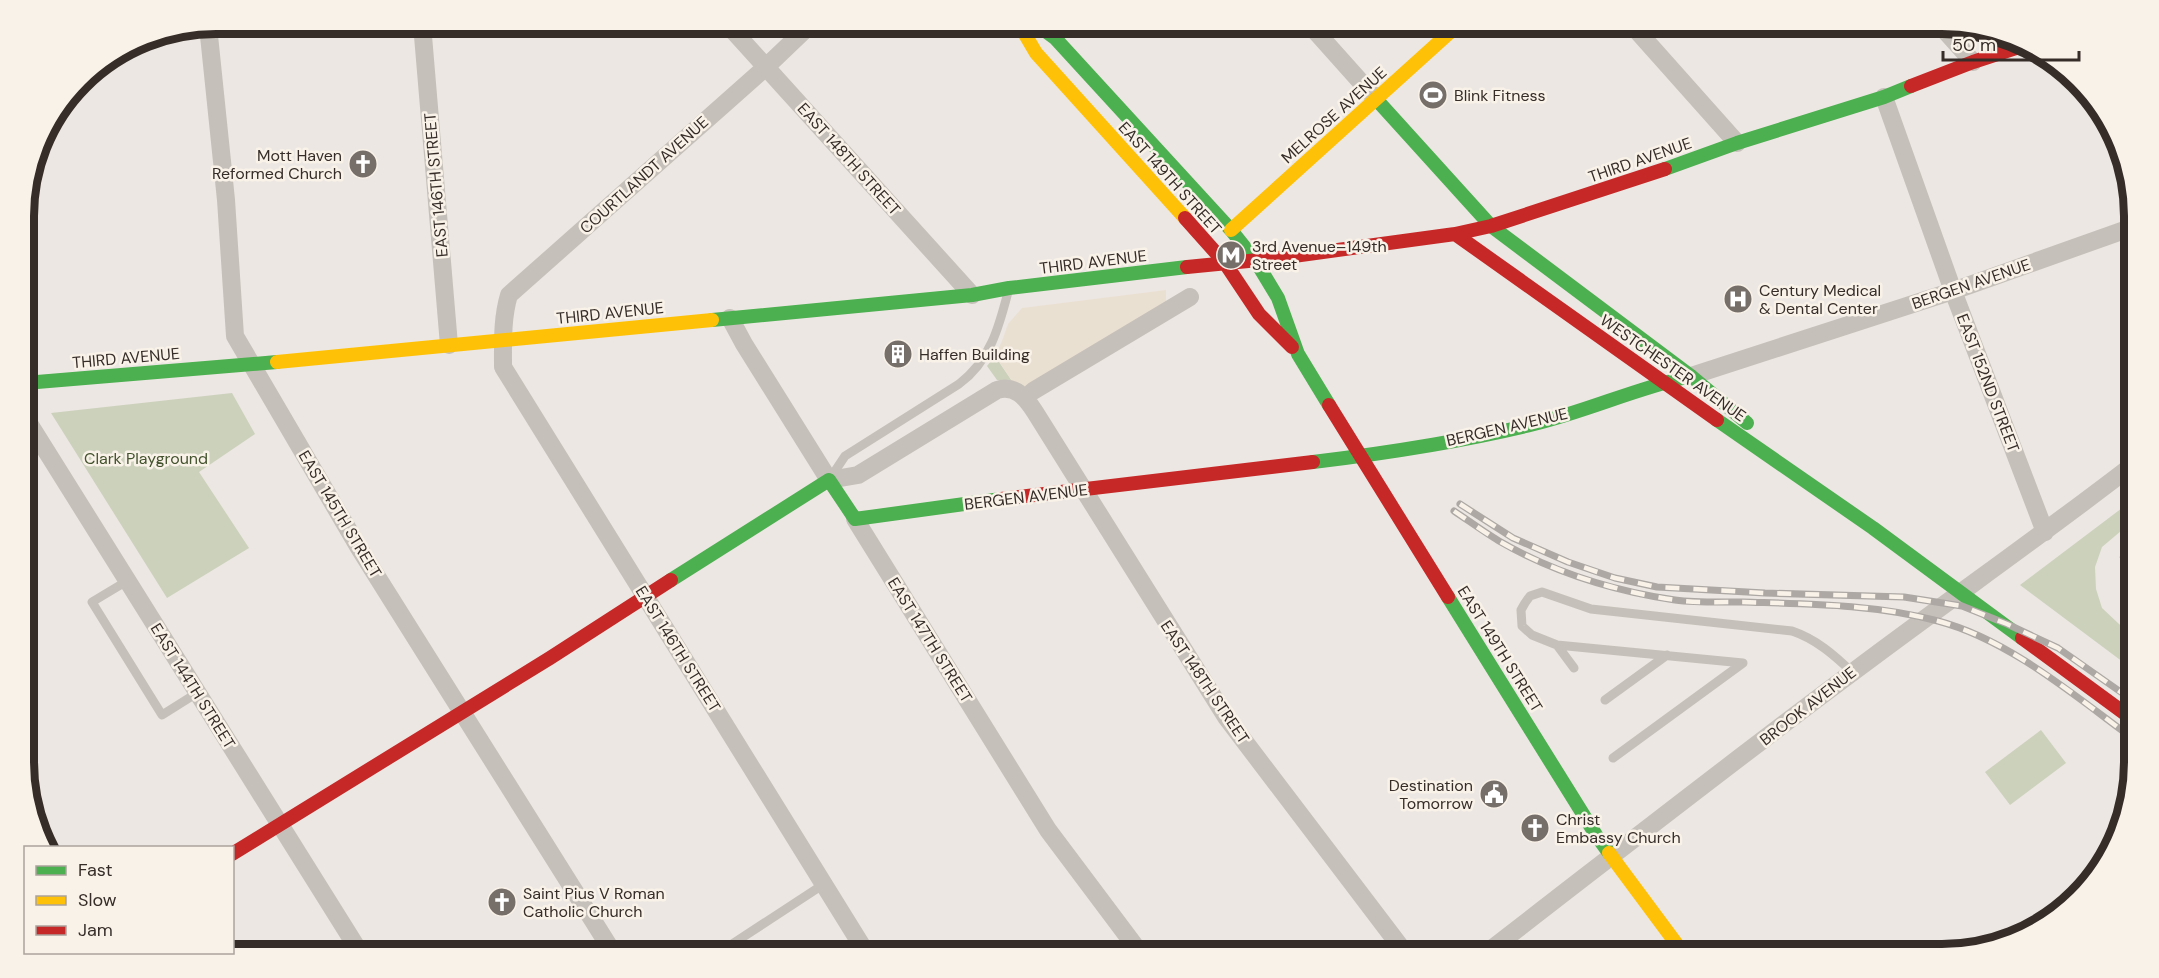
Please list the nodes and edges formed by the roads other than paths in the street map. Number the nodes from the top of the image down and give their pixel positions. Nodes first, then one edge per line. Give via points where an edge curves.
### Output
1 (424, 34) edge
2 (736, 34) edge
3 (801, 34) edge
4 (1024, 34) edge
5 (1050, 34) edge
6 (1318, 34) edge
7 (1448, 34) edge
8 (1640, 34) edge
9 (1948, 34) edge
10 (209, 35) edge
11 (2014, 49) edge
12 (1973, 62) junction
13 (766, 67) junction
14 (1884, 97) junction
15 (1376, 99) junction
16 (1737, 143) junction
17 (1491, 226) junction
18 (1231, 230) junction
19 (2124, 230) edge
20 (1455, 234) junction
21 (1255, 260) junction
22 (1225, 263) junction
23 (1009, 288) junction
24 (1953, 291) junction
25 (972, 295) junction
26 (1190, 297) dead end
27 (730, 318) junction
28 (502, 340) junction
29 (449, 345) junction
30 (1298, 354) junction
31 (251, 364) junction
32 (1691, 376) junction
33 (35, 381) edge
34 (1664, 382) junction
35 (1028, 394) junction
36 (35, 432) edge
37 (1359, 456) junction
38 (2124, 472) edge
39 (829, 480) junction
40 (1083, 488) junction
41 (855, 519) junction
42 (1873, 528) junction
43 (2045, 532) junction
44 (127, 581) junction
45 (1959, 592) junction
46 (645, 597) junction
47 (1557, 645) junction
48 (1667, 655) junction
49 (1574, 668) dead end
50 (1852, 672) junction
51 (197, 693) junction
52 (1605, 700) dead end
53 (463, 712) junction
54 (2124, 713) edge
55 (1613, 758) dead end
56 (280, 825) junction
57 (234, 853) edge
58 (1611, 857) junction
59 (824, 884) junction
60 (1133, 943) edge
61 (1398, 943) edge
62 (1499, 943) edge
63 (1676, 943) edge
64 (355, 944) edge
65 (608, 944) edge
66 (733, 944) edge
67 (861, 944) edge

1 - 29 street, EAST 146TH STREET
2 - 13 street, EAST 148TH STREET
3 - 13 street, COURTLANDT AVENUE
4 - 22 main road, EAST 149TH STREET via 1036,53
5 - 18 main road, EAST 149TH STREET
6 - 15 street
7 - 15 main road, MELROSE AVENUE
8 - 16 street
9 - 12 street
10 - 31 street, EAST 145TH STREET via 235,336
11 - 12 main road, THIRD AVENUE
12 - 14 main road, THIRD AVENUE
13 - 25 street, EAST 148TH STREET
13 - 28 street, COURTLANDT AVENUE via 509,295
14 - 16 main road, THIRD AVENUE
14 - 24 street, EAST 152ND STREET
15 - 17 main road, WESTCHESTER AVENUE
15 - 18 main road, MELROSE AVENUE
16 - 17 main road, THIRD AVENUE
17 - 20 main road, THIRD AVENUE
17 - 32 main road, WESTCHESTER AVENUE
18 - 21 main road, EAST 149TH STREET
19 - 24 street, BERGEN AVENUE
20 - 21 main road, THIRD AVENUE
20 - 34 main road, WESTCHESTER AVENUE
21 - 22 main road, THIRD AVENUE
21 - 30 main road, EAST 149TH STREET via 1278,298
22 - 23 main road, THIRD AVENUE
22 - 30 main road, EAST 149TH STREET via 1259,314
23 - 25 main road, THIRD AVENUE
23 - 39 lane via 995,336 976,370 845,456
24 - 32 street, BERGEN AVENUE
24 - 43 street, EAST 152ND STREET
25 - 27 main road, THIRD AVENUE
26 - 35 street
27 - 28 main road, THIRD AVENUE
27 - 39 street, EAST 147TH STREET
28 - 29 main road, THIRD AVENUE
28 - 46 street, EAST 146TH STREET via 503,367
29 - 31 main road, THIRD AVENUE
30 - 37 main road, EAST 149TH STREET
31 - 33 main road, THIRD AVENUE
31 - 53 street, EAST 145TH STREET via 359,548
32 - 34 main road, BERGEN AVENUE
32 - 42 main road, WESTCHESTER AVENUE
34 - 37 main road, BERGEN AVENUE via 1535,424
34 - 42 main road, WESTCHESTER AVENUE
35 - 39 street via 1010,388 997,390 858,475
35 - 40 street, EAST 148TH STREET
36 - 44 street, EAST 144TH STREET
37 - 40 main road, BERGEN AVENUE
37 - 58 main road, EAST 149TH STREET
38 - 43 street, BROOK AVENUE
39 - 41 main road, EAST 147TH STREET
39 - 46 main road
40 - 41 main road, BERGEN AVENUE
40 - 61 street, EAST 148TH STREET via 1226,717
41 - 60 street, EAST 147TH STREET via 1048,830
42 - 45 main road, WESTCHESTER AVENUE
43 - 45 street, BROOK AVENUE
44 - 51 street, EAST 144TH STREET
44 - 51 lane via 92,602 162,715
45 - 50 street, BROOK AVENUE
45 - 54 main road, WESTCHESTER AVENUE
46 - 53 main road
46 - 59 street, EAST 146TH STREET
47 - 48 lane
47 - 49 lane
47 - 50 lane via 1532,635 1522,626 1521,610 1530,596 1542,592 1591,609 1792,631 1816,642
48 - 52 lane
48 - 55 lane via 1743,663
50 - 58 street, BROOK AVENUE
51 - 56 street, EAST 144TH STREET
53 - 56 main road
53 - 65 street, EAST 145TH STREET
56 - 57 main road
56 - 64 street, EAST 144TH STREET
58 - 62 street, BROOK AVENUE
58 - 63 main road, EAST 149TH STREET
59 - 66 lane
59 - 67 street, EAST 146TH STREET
---
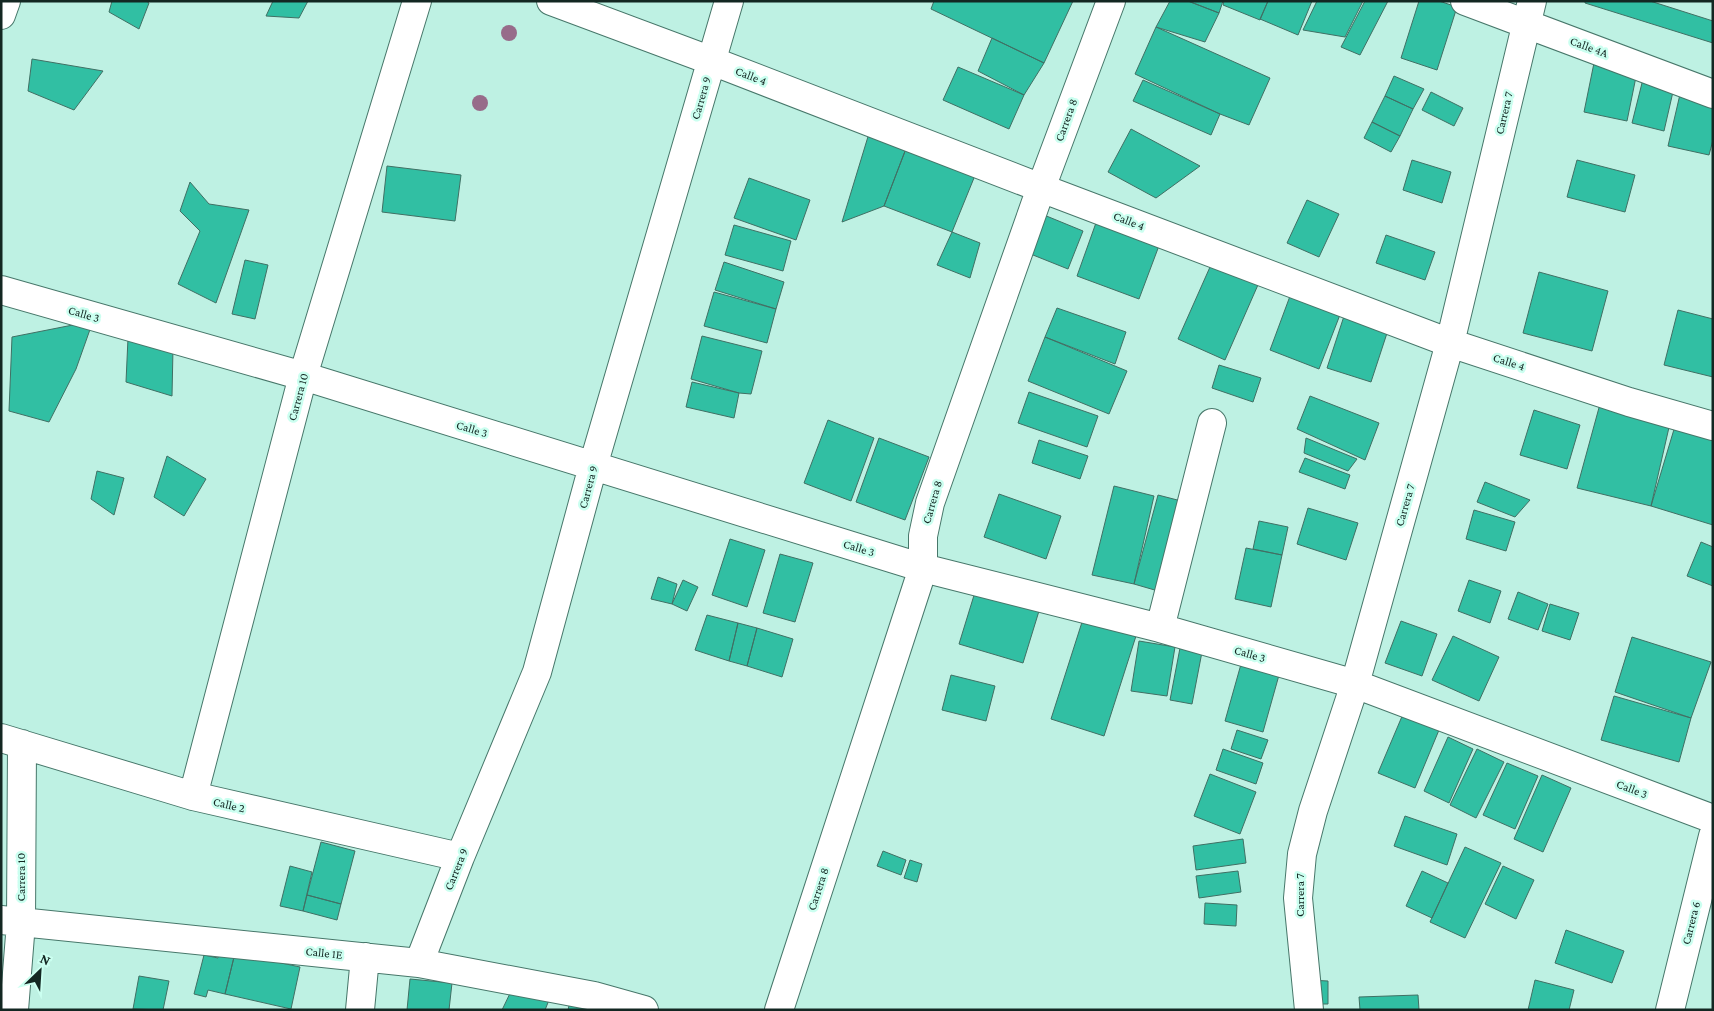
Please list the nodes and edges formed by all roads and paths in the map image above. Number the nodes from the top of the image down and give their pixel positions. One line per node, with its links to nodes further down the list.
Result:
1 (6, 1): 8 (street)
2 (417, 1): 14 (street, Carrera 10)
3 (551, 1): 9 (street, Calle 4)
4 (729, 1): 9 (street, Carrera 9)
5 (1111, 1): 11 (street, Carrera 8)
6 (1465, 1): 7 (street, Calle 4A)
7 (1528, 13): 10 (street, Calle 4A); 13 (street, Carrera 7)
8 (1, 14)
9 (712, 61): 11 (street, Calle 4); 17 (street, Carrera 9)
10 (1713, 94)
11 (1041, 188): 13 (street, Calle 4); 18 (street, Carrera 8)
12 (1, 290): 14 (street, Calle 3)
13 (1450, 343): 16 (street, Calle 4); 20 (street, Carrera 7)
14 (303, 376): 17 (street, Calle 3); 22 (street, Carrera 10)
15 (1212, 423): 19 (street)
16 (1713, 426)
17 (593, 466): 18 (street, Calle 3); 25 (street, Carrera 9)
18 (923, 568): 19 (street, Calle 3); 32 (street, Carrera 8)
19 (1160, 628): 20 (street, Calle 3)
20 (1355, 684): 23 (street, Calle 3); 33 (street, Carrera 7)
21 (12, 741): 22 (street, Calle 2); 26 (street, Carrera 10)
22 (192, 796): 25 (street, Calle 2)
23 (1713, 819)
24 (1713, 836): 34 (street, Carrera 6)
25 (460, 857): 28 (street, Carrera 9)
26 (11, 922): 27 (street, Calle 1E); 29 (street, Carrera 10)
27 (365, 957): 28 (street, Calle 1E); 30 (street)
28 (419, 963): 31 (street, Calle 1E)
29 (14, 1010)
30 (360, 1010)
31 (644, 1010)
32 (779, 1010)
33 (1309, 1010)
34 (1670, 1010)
* * *
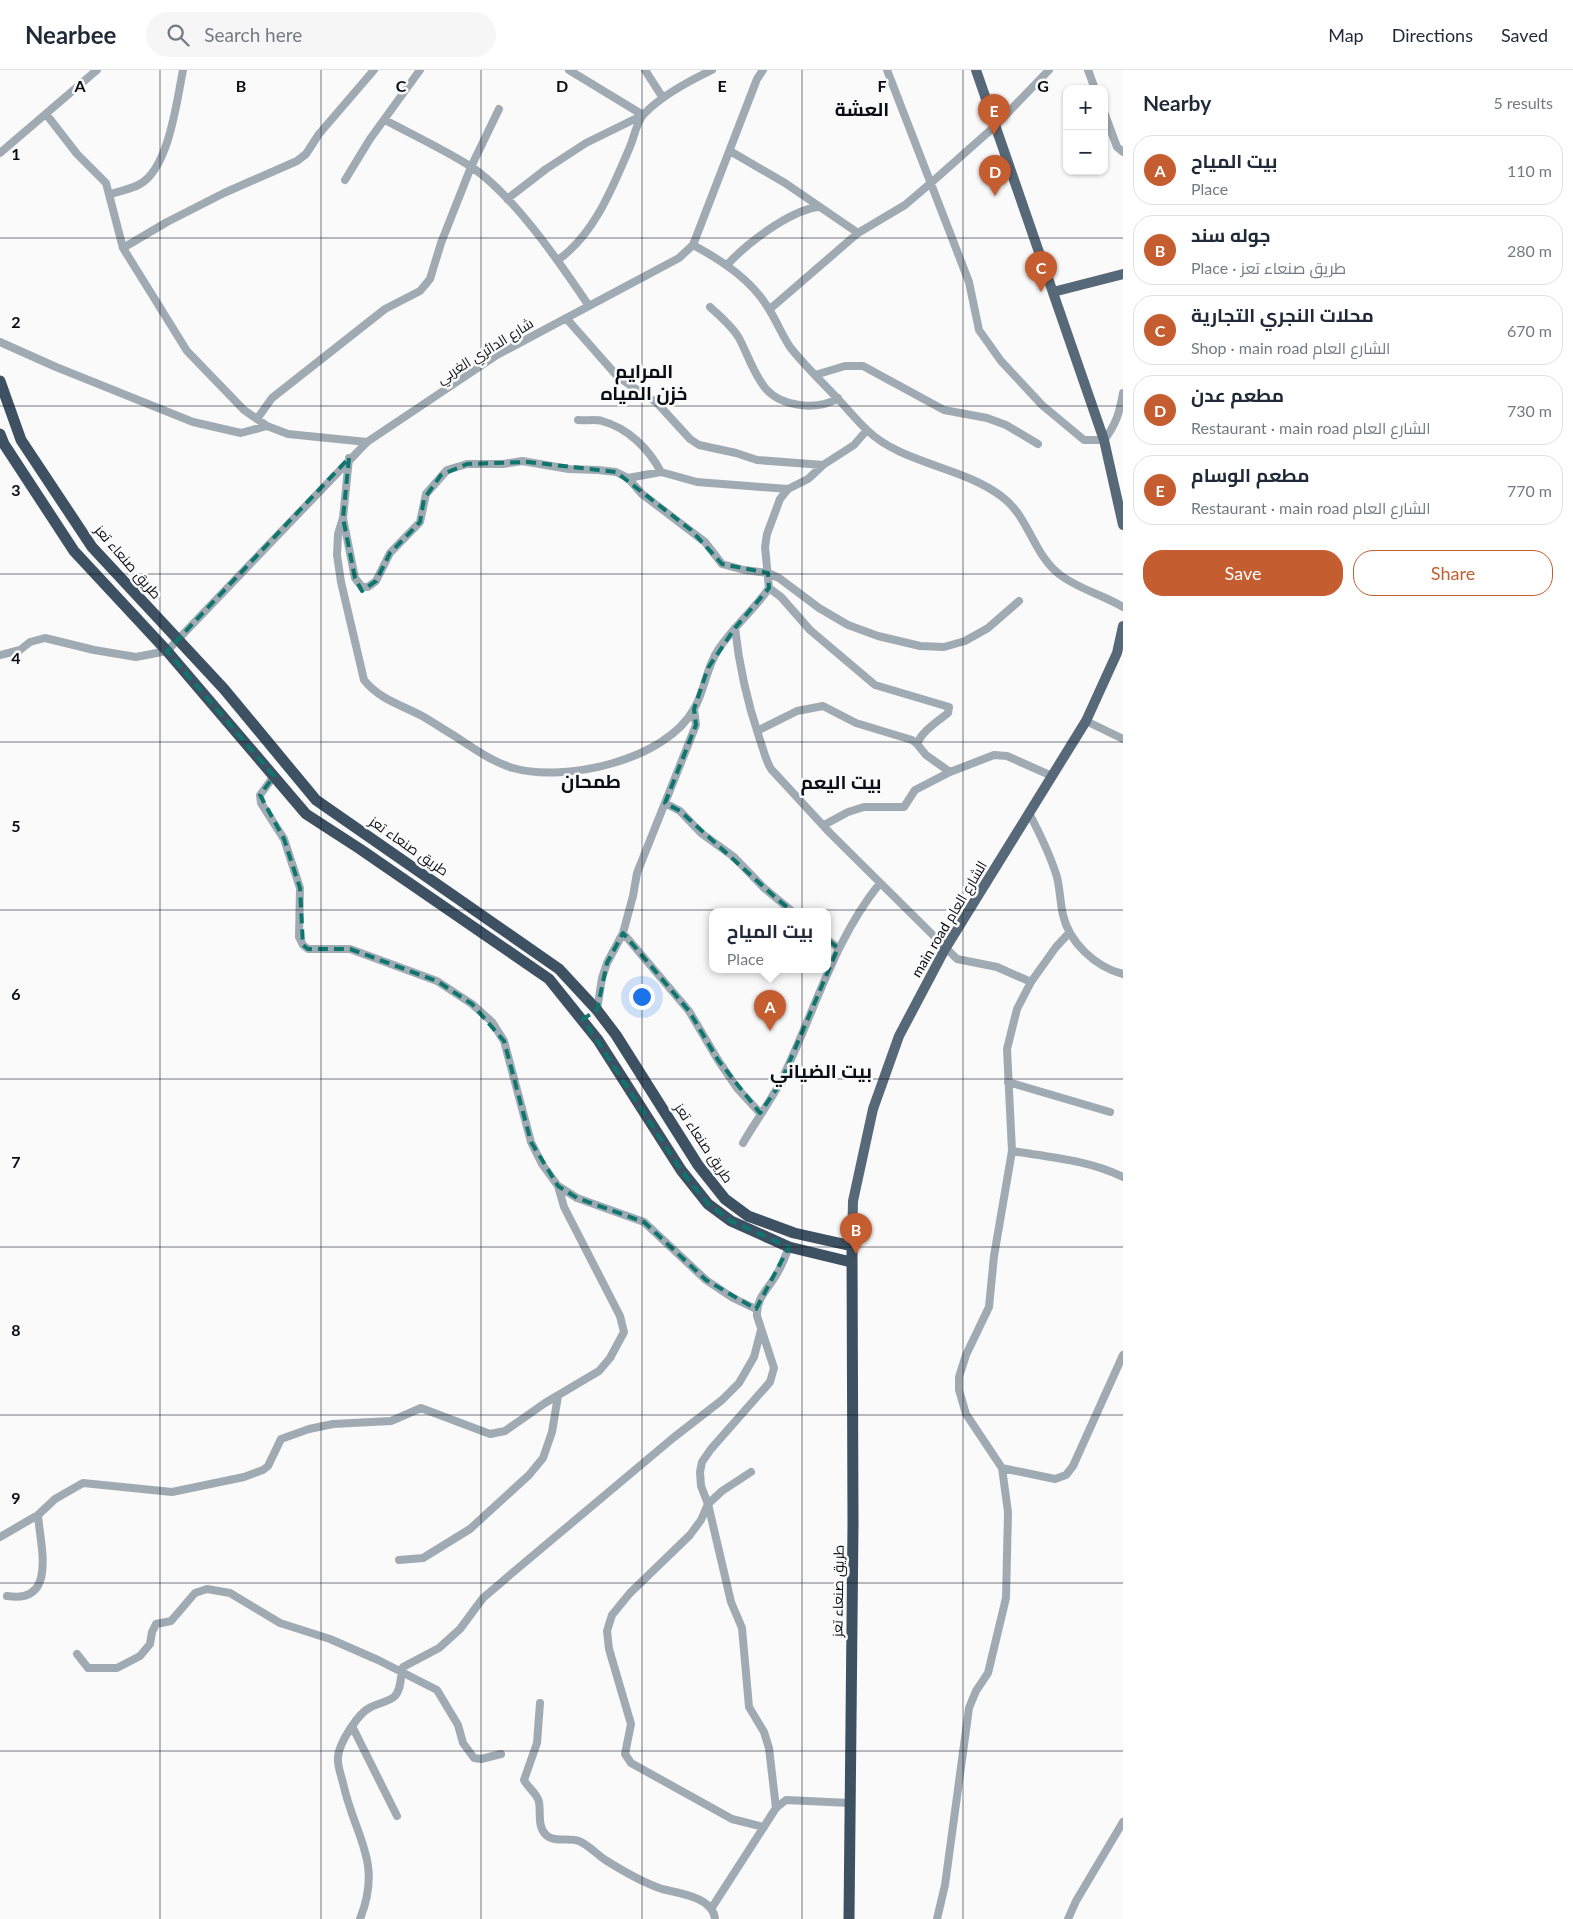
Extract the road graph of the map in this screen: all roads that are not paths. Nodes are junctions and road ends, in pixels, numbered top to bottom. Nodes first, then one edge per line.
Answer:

- _WHAT THE EXERCISE ASKS_
Copy out the lines above that hold the string "paths".

- _EXERCISE OUTPUT_
Please list the nodes and edges formed by the roads other than paths in the street map. Number the nodes from the top of the image down and give their pixel positions. Nodes first, then one edge per line. Give via points where an edge curves.
Please list the nodes and edges formed by all roads and paths in the map image above. Number the nodes from the top of the image down and give their pixel positions. One line per node, with its links to nodes further down the list.
Extract the road graph of the map in this screen: all roads that are not paths. Nodes are junctions and road ends, in pixels, numbered top to bottom. Nodes first, then one edge per line.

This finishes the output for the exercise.